> ACTION ITEM
Word for word, restate all of the data shown below.

> SOURCE DATA
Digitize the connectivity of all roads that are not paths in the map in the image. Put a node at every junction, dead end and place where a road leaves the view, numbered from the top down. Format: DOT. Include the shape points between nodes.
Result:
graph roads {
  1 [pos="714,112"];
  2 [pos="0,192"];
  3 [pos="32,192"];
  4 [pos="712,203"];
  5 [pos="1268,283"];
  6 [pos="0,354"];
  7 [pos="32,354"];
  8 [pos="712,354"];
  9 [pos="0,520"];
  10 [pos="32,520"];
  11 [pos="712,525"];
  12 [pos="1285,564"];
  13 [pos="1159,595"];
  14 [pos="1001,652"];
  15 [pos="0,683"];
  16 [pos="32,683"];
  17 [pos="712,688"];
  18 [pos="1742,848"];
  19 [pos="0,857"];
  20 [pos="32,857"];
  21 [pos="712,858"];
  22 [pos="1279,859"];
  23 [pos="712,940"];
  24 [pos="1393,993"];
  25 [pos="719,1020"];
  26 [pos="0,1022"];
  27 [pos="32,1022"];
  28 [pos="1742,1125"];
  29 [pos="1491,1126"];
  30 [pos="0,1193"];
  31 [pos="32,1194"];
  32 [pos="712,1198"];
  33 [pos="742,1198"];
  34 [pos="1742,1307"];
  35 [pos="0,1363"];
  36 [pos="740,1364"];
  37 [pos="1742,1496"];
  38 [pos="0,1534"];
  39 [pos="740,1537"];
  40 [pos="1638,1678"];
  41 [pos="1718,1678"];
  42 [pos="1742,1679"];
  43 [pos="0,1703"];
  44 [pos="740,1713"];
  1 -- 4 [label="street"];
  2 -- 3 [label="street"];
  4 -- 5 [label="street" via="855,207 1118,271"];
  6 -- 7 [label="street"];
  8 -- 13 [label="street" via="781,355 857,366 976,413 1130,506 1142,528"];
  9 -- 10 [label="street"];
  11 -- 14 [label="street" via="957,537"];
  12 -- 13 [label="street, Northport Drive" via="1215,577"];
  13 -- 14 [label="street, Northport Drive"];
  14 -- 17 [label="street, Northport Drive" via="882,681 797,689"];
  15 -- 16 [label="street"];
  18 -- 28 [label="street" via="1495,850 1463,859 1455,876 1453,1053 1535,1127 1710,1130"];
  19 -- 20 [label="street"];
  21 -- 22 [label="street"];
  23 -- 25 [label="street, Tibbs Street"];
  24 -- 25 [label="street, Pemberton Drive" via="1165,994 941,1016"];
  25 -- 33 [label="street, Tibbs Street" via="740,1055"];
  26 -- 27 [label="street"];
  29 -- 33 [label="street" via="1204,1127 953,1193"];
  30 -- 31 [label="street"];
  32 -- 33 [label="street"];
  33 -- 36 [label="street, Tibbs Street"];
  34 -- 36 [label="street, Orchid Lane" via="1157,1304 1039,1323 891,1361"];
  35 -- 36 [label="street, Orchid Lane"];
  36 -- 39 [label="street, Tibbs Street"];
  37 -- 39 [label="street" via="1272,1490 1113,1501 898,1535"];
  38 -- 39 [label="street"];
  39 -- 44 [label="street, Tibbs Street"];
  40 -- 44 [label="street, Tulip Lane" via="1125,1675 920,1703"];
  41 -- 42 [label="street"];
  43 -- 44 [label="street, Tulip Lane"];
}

> EXERCISE RESPONSE
Digitize the connectivity of all roads that are not paths in the map in the image. Put a node at every junction, dead end and place where a road leaves the view, numbered from the top down. Format: DOT. Include the shape points between nodes.
Result:
graph roads {
  1 [pos="714,112"];
  2 [pos="0,192"];
  3 [pos="32,192"];
  4 [pos="712,203"];
  5 [pos="1268,283"];
  6 [pos="0,354"];
  7 [pos="32,354"];
  8 [pos="712,354"];
  9 [pos="0,520"];
  10 [pos="32,520"];
  11 [pos="712,525"];
  12 [pos="1285,564"];
  13 [pos="1159,595"];
  14 [pos="1001,652"];
  15 [pos="0,683"];
  16 [pos="32,683"];
  17 [pos="712,688"];
  18 [pos="1742,848"];
  19 [pos="0,857"];
  20 [pos="32,857"];
  21 [pos="712,858"];
  22 [pos="1279,859"];
  23 [pos="712,940"];
  24 [pos="1393,993"];
  25 [pos="719,1020"];
  26 [pos="0,1022"];
  27 [pos="32,1022"];
  28 [pos="1742,1125"];
  29 [pos="1491,1126"];
  30 [pos="0,1193"];
  31 [pos="32,1194"];
  32 [pos="712,1198"];
  33 [pos="742,1198"];
  34 [pos="1742,1307"];
  35 [pos="0,1363"];
  36 [pos="740,1364"];
  37 [pos="1742,1496"];
  38 [pos="0,1534"];
  39 [pos="740,1537"];
  40 [pos="1638,1678"];
  41 [pos="1718,1678"];
  42 [pos="1742,1679"];
  43 [pos="0,1703"];
  44 [pos="740,1713"];
  1 -- 4 [label="street"];
  2 -- 3 [label="street"];
  4 -- 5 [label="street" via="855,207 1118,271"];
  6 -- 7 [label="street"];
  8 -- 13 [label="street" via="781,355 857,366 976,413 1130,506 1142,528"];
  9 -- 10 [label="street"];
  11 -- 14 [label="street" via="957,537"];
  12 -- 13 [label="street, Northport Drive" via="1215,577"];
  13 -- 14 [label="street, Northport Drive"];
  14 -- 17 [label="street, Northport Drive" via="882,681 797,689"];
  15 -- 16 [label="street"];
  18 -- 28 [label="street" via="1495,850 1463,859 1455,876 1453,1053 1535,1127 1710,1130"];
  19 -- 20 [label="street"];
  21 -- 22 [label="street"];
  23 -- 25 [label="street, Tibbs Street"];
  24 -- 25 [label="street, Pemberton Drive" via="1165,994 941,1016"];
  25 -- 33 [label="street, Tibbs Street" via="740,1055"];
  26 -- 27 [label="street"];
  29 -- 33 [label="street" via="1204,1127 953,1193"];
  30 -- 31 [label="street"];
  32 -- 33 [label="street"];
  33 -- 36 [label="street, Tibbs Street"];
  34 -- 36 [label="street, Orchid Lane" via="1157,1304 1039,1323 891,1361"];
  35 -- 36 [label="street, Orchid Lane"];
  36 -- 39 [label="street, Tibbs Street"];
  37 -- 39 [label="street" via="1272,1490 1113,1501 898,1535"];
  38 -- 39 [label="street"];
  39 -- 44 [label="street, Tibbs Street"];
  40 -- 44 [label="street, Tulip Lane" via="1125,1675 920,1703"];
  41 -- 42 [label="street"];
  43 -- 44 [label="street, Tulip Lane"];
}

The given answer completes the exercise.